O professor avalia que, em muitos casos, movimentos de direita usam a pauta de costumes para se promover, ganhar tração no debate público e promover outras pautas que interessam a eles. “Estamos vivendo uma regressão democrática e o gênero é só um espantalho do momento”, pontua.
O pesquisador da história LGBTQIAPN+ em BH Luiz Morando acrescenta que o discurso conservador se disfarça: “Ele diz que a ideia é defender uma ideia nuclear de família, de bons costumes e comportamentos sociais.

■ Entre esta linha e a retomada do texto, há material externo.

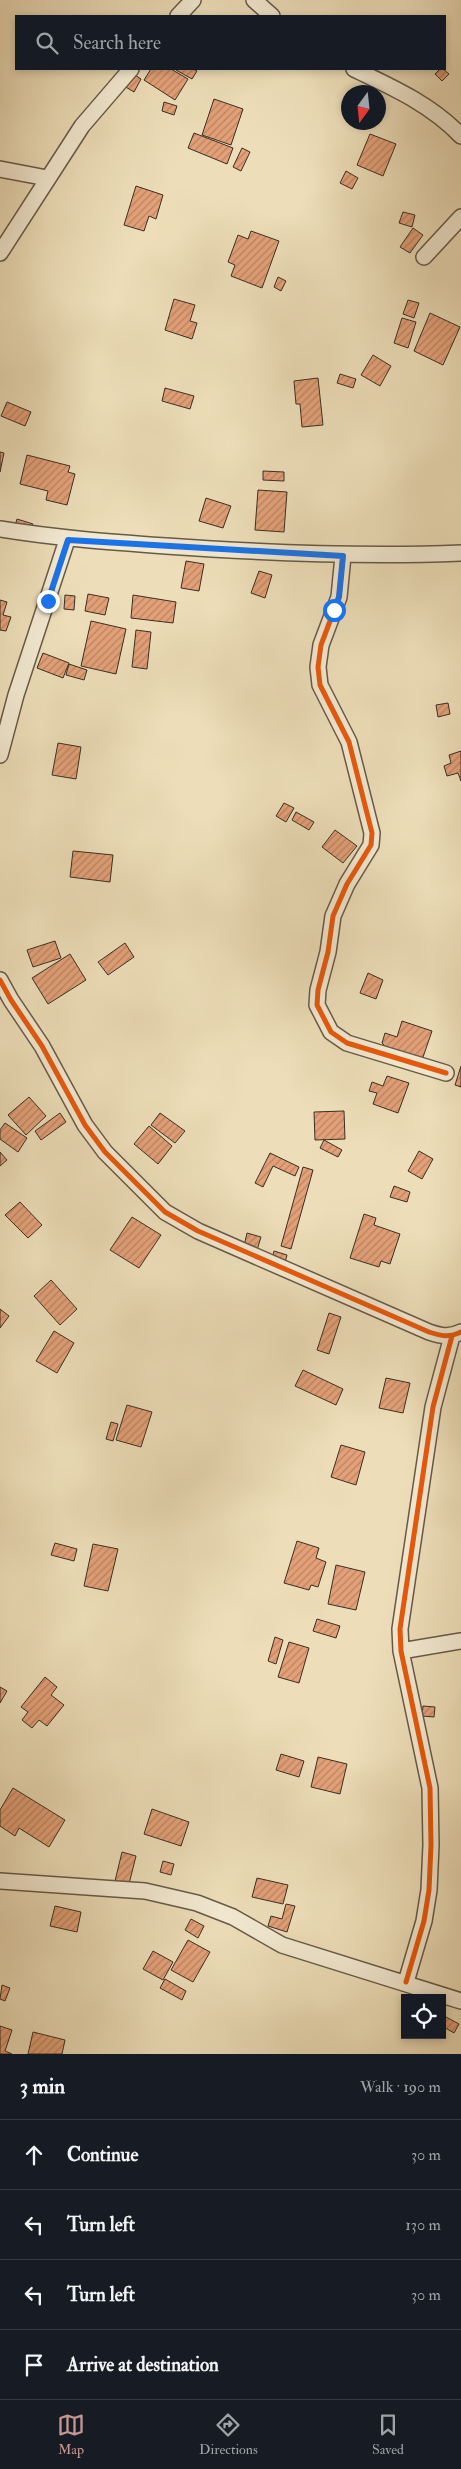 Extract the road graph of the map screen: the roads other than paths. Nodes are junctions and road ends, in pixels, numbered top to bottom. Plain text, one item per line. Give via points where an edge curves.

Só que, na verdade, só demonstra uma ação de repressão, de retirada de direitos e de desequilíbrio nas relações entre a população LGBTQIAPN+ e o restante da sociedade”.
Leis antiLGBTQIAPN+ são também antidemocráticas
O conceito de democracia não implica somente fazer o que a maioria decide, mas garantir que também as minorias tenham acesso a direitos. Por isso, leis que cerceiam a liberdade de pessoas LGBTQIAPN+ são antidemocráticas, argumenta o professor Marco Aurélio Máximo Prado. “A democracia pressupõe o aprofundamento obrigatório dos direitos de minorias que não tenham direitos ainda. A criação de direitos que ainda não existem é fundamental para a democracia. Leis como na Flórida impedem a diversidade humana. Elas são uma regressão histórica, porque a história promove outras formas de sermos, outras compreensões sobre o ser humano”, aprofunda.
Ele não se declara otimista, entretanto avalia que, no Brasil, há espaço para a conquista de mais direitos. “Temos um momento ímpar de reconstrução desse debate no país. O retrocesso foi pior nos últimos anos, sem dúvida nenhuma, mas, agora, estamos em um momento de disputa”, conclui.